I could not have dreamt of a better shout-out after my recent work with Kafka Streams that I’ve just received from the one and only Gwen Shapira from Confluent (the company behind Apache Kafka and Kafka Streams).

I’m an independent consultant specialising in Apache Spark with some focus on the tools people use with it. Fairly often it is Apache Kafka that is the “shock absorber” for the large amount of events or simply the “storage” and so over time Kafka has found a special place in my heart. That’s how I got interested in Kafka Streams (that is an integral part of the Apache Kafka project) given similar solutions like Spark Structured Streaming or even Apache Flink. Apache Spark has the Spark Structured Streaming module for much the same technical reasons like Apache Kafka has Kafka Streams, i.e. stream processing.

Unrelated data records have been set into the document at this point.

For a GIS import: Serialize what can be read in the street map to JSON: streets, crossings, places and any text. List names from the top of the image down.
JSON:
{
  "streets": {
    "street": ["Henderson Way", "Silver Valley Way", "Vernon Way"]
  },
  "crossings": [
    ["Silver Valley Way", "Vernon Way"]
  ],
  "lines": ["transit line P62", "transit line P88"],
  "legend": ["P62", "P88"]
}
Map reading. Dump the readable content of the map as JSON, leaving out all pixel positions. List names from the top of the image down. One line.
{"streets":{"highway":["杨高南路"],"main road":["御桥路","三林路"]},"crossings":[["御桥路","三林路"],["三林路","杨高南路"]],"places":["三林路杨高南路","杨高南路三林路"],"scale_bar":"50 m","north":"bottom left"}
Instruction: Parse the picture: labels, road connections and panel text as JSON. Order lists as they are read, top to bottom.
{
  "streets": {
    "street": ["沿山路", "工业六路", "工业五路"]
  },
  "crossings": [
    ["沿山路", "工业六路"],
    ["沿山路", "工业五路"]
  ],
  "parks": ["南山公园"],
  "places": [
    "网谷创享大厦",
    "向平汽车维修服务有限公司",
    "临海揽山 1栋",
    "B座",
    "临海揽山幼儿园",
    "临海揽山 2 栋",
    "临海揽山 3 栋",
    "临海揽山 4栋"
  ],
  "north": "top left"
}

I’ve been doing consulting for Kafka and Kafka Streams for quite some time, mostly with proof-of-concept (PoC) kind of things. And what has always been surprising me the three PoCs I was part of were all in Poland (Bydgoszcz, Lodz and Warsaw). I once had a conversation about a potential project abroad in which Kafka Streams was the stream processing library, but they wanted someone with experience in Kafka Streams teaching and in the end they decided to go the more official route (and spoke to Confluent).

At long last, the dreams came true and I got an inquiry about a Kafka Streams workshop. I then put exploration of Apache Spark on hold and focused on Kafka Streams exclusively with the aim of getting a better understanding of the library.

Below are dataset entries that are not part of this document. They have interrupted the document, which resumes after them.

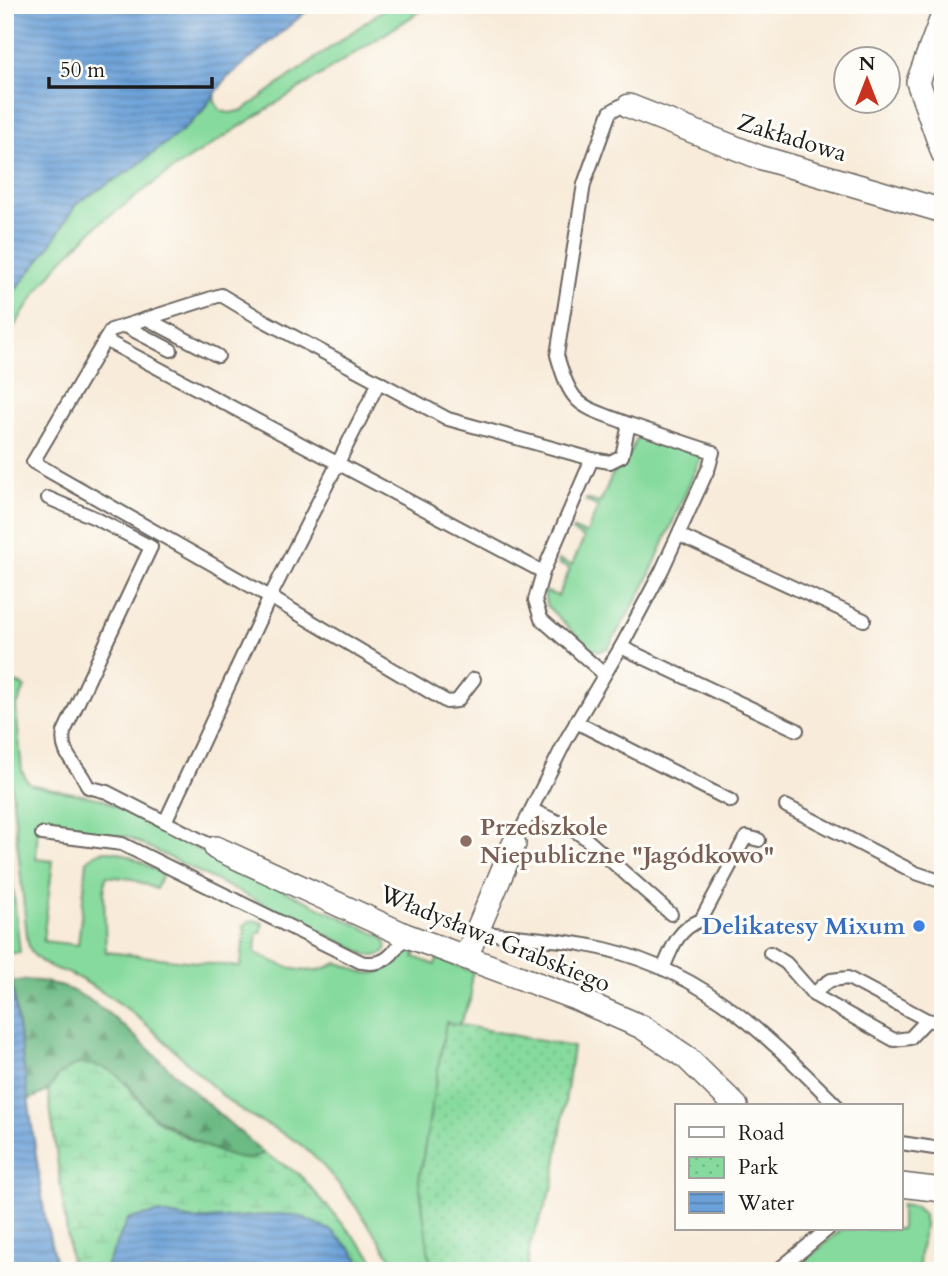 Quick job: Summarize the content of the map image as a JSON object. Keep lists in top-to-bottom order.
{
  "streets": {
    "street": ["Zakładowa", "Władysława Grabskiego"]
  },
  "places": ["Przedszkole Niepubliczne \"Jagódkowo\"", "Delikatesy Mixum"],
  "legend": ["Road", "Park", "Water"],
  "scale_bar": "50 m",
  "north": "top"
} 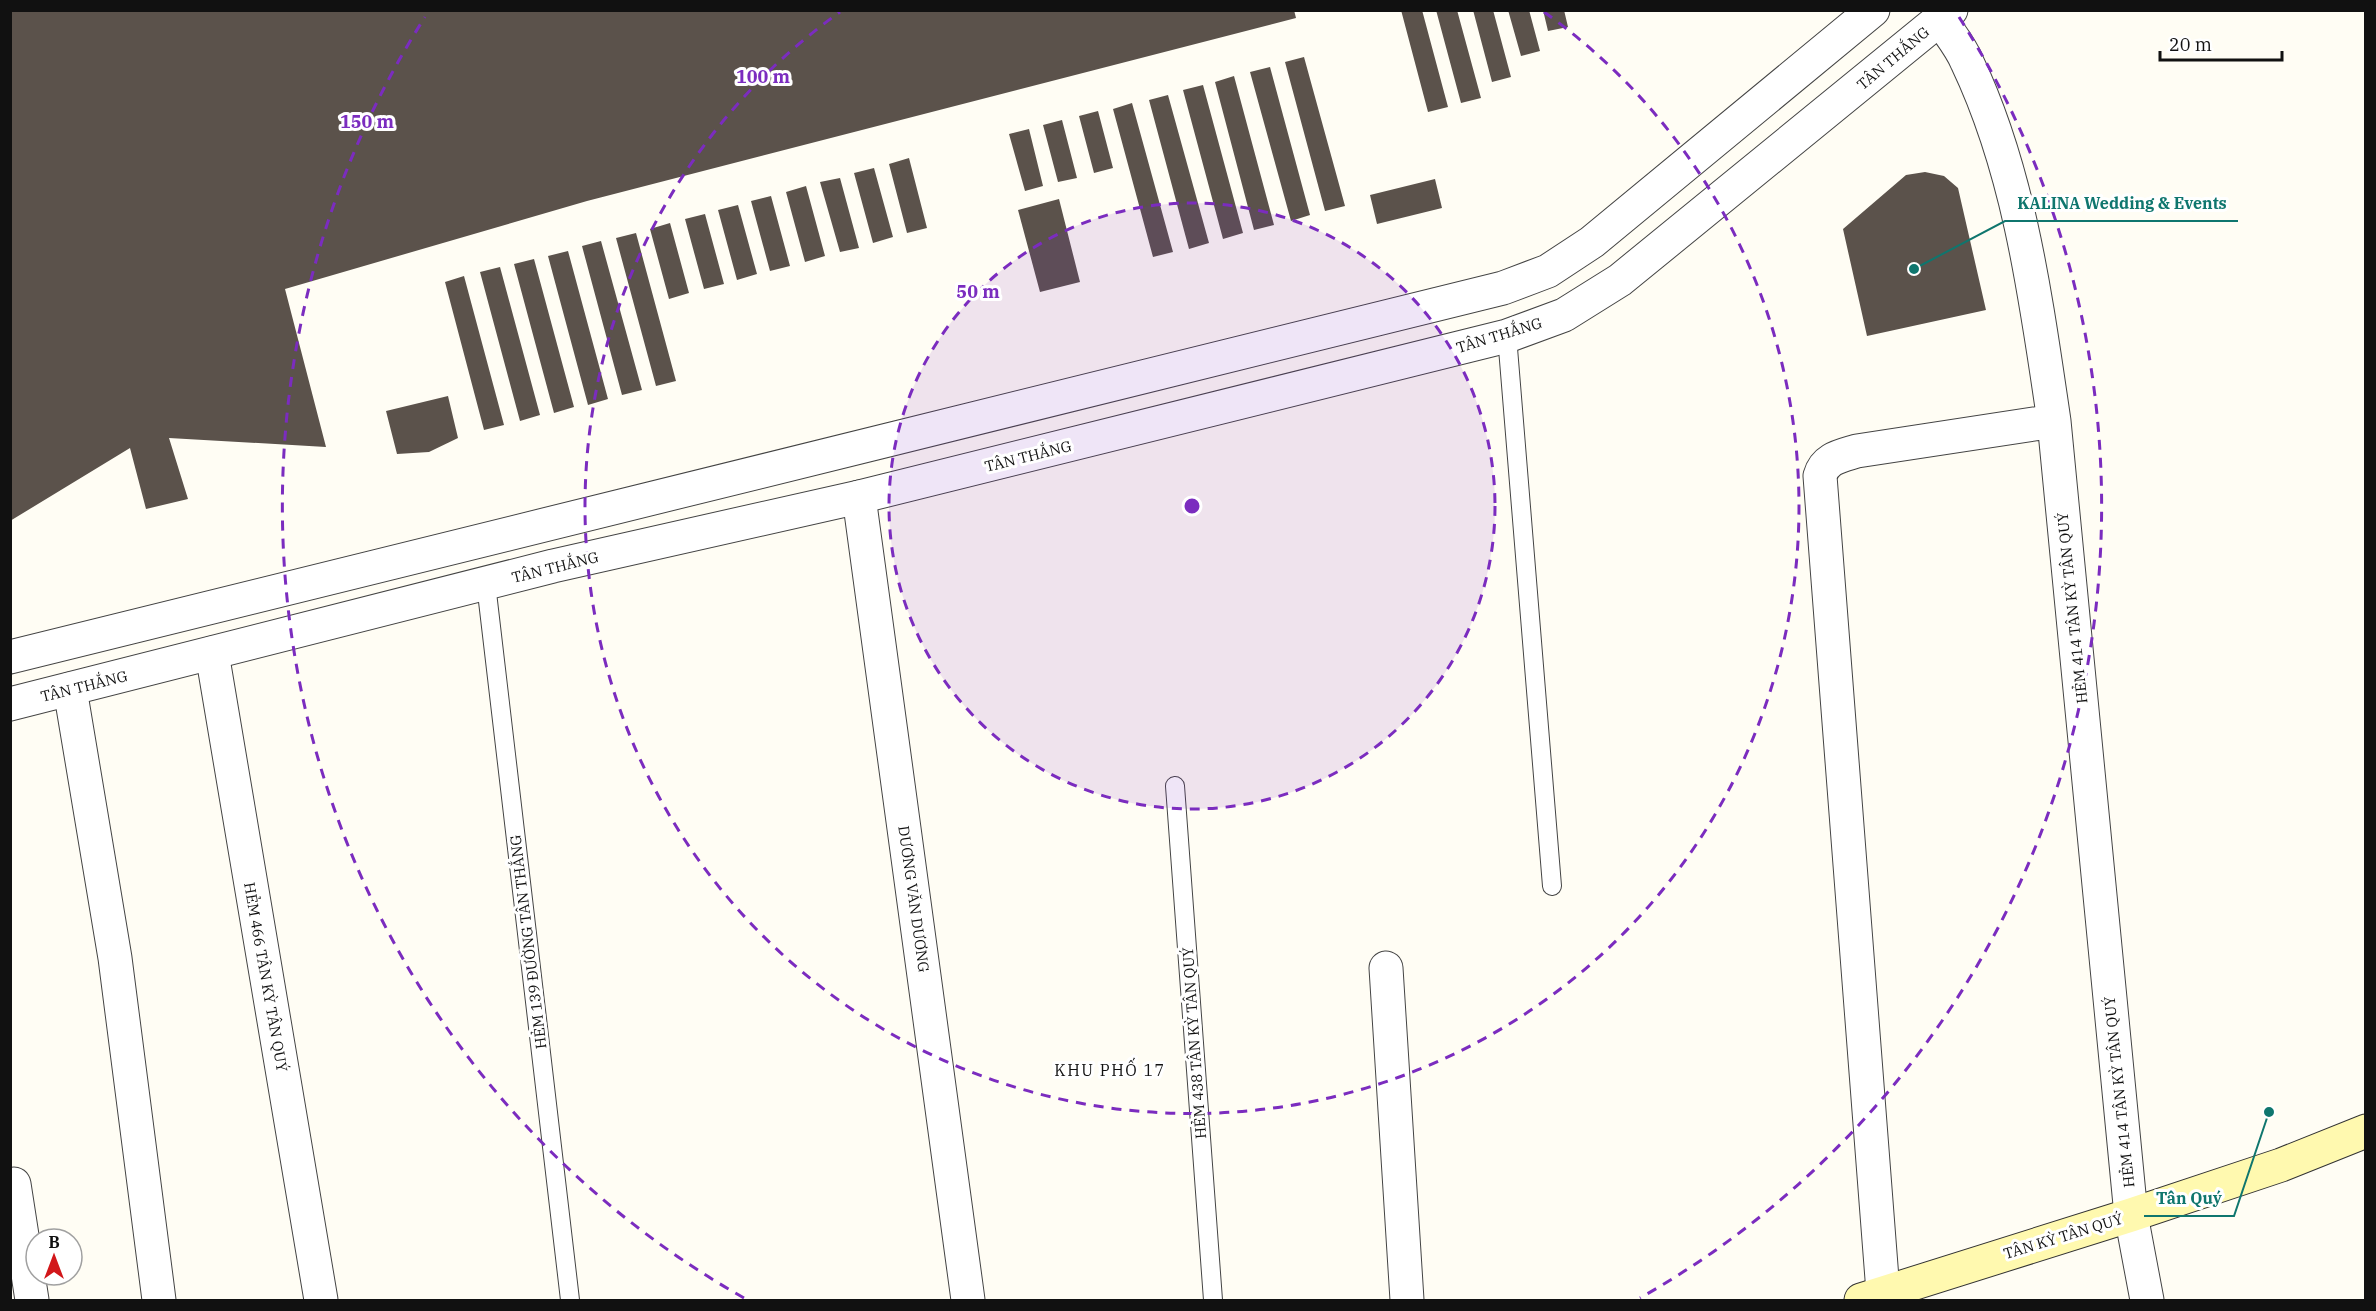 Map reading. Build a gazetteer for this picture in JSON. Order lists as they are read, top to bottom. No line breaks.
{"streets":{"main road":["TÂN KỲ TÂN QUÝ"],"street":["TÂN THẮNG","HẺM 414 TÂN KỲ TÂN QUÝ","DƯƠNG VĂN DƯƠNG","HẺM 466 TÂN KỲ TÂN QUÝ"],"lane":["HẺM 139 ĐƯỜNG TÂN THẮNG","HẺM 438 TÂN KỲ TÂN QUÝ"]},"crossings":[["TÂN THẮNG","HẺM 414 TÂN KỲ TÂN QUÝ"],["TÂN THẮNG","DƯƠNG VĂN DƯƠNG"],["TÂN THẮNG","HẺM 139 ĐƯỜNG TÂN THẮNG"],["TÂN THẮNG","HẺM 466 TÂN KỲ TÂN QUÝ"],["HẺM 414 TÂN KỲ TÂN QUÝ","TÂN KỲ TÂN QUÝ"]],"districts":["KHU PHỐ 17"],"places":["KALINA Wedding & Events","Tân Quý"],"scale_bar":"20 m","north":"top","rings":["100 m","150 m","50 m"]}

Just before I started my 2-day Kafka Streams workshop, Bill Bejeck has released the Kafka Streams book with Manning.

That helped me to deliver a much better workshop, but still felt uneasy with the internals, esp. the stateful processing (state stores and time-windowed aggregations) were the most missing parts that turned out fairly important for the participants.

With that gap discovered I decided to focus on time-windowed aggregations and state stores completely for the whole two weeks (after the Kafka Streams workshop had finished). I still have some open questions, but think I’m much better prepared to explain the gory details of the stateful processing topic (I’m yet to experience it in real life though).

As you may have heard, it’s Spark+AI Summit time. The conference is in London UK this week where I have two talks about (the internals of) bucketing support and query execution in Spark SQL 2.3.1.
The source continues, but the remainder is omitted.